In her supposed memoir “Love and Consequences” (Riverhead Books, 2008), Margaret A. Jones writes about her life as a half-Native American, half-white girl growing up in a foster home in South Central Los Angeles. She describes her experiences as a drug-dealing gang member in L.A. watching friends and family die in gang violence.
Days after publication, Margaret's sister Cynthia Hoffman read an interview about the book in the New York Times and called the publisher Riverhead – a division of Penguin Books – to report that the story was a fraud. Not only was Margaret A. Jones really Margaret Seltzer; she was white, had attended private school, grown up with her birth parents, and had never been a member of a gang.
These are not small indiscrepancies. The publisher has since pulled all copies of the book and canceled Seltzer's book tour.
Two years ago readers and publishers were shocked when James Frey admitted to having made up and exaggerated large parts of his memoir “A Million Little Pieces.” His excuse was that the exaggerations made for a better story.
How could the publishers have published something so glaringly untrue? How could they make this mistake with Seltzer so shortly after the drama and bad publicity of the James Frey upset?
Magazine writers know that magazine fact checkers can be ruthless. Magazine editors tend to pride themselves on truth, factual evidence and data. Every source will be called, every quote checked.
Editors of book-length memoirs, though, seem to rely more heavily on the word of the author. Seltzer's editor Sarah McGrath worked with Seltzer for three years on the manuscript, though reportedly never actually met her. McGrath said that in all that time Seltzer's story never changed, thus the editor had no reason to doubt her. The publisher says the author went to great lengths to deceive them, even providing people who posed as her foster sibling. Seltzer was referred by a reputable literary agent, and she had signed a contract promising to tell the truth.
Essentially, editors of memoirs place great importance on the relationship of trust between author and editor. There is worry that this sacred relationship that could be jeopardised by excessive questioning and fact checking.
Critics are urging changes to the publication process for memoirs to prevent similar mistakes in the future.
When Frey approached publishers marketing his manuscript of “A Million Little Pieces” as fiction, none were interested. When he labeled it “memoir” Random House jumped.
Margaret Seltzer's excuse was that she really wanted to tell the stories of the life her gang-member ffriends lived, and she believed that they had a greater chance of being heard if she wrote them as her own story.

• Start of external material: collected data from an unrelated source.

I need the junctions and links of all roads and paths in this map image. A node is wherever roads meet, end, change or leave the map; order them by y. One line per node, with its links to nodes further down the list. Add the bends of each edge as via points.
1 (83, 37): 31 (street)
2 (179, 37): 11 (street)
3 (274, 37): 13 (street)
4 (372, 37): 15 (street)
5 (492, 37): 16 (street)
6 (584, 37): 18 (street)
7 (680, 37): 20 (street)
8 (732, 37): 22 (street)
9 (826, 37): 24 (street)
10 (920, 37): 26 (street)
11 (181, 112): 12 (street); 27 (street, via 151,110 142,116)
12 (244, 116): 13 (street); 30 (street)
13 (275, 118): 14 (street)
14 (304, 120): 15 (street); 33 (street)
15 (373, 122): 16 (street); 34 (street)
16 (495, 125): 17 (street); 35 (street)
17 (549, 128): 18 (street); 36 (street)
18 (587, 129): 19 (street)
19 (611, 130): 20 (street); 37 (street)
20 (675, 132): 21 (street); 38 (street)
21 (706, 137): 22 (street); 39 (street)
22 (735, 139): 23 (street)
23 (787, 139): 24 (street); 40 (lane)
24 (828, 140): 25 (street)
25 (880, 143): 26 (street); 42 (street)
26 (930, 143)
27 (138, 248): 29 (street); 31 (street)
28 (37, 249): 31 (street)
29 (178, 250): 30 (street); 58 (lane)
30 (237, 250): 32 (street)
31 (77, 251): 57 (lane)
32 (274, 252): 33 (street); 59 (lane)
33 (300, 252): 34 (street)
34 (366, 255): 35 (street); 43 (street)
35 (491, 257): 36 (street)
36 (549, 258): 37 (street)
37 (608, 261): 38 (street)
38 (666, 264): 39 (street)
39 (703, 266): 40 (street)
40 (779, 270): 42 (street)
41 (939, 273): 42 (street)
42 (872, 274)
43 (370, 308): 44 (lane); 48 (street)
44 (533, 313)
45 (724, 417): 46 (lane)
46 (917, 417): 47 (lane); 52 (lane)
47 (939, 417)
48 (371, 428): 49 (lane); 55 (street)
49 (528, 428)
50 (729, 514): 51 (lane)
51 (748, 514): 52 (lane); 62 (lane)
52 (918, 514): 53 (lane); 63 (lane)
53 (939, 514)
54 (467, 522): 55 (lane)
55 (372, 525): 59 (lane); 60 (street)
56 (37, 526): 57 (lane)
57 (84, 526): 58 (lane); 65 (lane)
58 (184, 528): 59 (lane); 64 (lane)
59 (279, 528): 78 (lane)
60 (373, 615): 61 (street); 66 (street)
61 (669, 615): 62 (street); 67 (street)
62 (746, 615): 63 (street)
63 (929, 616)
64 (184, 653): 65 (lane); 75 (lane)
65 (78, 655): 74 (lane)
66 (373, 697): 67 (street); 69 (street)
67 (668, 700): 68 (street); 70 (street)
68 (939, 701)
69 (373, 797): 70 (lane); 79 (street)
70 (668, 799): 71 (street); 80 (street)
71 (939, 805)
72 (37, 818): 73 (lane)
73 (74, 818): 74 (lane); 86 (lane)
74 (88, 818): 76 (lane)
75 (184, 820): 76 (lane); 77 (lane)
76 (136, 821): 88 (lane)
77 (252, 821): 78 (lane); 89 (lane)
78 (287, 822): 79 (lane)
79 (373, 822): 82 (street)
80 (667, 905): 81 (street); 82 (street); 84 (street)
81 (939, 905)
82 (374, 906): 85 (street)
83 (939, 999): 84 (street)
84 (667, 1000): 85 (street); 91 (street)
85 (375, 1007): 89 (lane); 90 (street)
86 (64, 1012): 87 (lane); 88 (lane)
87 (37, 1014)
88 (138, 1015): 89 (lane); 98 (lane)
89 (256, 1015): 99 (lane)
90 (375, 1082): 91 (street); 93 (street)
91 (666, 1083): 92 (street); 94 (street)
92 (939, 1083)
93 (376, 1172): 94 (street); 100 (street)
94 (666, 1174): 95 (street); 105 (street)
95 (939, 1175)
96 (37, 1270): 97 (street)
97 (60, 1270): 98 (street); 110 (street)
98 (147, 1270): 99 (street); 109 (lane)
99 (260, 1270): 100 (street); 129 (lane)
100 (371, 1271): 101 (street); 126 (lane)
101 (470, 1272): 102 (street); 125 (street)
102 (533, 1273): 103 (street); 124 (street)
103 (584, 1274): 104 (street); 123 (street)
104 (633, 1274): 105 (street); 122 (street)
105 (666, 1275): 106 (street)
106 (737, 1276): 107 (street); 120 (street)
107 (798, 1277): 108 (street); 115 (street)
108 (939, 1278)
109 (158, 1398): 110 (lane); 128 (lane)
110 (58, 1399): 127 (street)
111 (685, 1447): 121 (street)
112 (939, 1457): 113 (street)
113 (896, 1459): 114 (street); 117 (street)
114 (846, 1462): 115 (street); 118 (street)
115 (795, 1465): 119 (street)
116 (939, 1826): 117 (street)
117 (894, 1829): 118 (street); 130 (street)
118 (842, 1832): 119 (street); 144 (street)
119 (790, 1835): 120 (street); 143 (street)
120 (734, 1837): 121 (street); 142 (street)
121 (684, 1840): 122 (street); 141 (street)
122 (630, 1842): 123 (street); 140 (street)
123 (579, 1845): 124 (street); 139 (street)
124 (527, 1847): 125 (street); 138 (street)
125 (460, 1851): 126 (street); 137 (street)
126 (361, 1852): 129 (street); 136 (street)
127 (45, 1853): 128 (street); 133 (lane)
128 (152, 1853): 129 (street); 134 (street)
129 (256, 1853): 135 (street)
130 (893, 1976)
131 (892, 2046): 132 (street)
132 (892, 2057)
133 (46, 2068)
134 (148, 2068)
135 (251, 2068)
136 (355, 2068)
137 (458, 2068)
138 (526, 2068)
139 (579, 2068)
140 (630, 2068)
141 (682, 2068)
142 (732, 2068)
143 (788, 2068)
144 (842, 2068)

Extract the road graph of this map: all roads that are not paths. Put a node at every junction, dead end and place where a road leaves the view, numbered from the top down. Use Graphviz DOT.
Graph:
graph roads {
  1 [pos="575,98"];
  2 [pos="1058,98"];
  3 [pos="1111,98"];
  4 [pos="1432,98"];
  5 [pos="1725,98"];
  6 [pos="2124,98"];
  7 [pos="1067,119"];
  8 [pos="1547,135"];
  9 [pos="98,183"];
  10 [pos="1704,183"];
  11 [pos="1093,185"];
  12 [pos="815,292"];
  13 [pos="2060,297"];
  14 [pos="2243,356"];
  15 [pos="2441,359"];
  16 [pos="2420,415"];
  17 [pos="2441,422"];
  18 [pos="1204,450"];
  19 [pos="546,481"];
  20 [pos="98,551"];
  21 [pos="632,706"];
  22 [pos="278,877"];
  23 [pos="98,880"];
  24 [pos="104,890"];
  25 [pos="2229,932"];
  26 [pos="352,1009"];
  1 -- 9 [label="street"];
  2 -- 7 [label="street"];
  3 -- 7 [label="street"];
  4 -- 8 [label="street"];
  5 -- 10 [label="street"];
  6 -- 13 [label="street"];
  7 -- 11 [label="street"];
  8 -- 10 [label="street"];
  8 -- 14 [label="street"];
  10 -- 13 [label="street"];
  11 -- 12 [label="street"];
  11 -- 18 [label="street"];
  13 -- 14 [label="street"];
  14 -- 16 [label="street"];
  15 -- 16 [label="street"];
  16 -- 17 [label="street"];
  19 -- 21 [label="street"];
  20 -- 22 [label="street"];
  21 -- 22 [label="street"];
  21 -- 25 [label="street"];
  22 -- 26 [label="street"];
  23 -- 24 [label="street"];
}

Seltzer and Frey both sold memoirs because that's what the publishers wanted. And the publishers wanted memoirs because readers crave them. Non-fiction books sell. Readers want the intimacy of a memoir and the sense of being allowed into another person's world – especially if that person has had a dramatic and harrowing life.
The process of memoir writing is fraught with the possibility of factual inaccuracy, being dependent as it is on memory and recollection. It is nearly impossible to guarantee that every detail of a creative non-fiction story is unquestionably accurate.
Still, readers are right to assume that memoirs are true, or at least as true as memory will allow.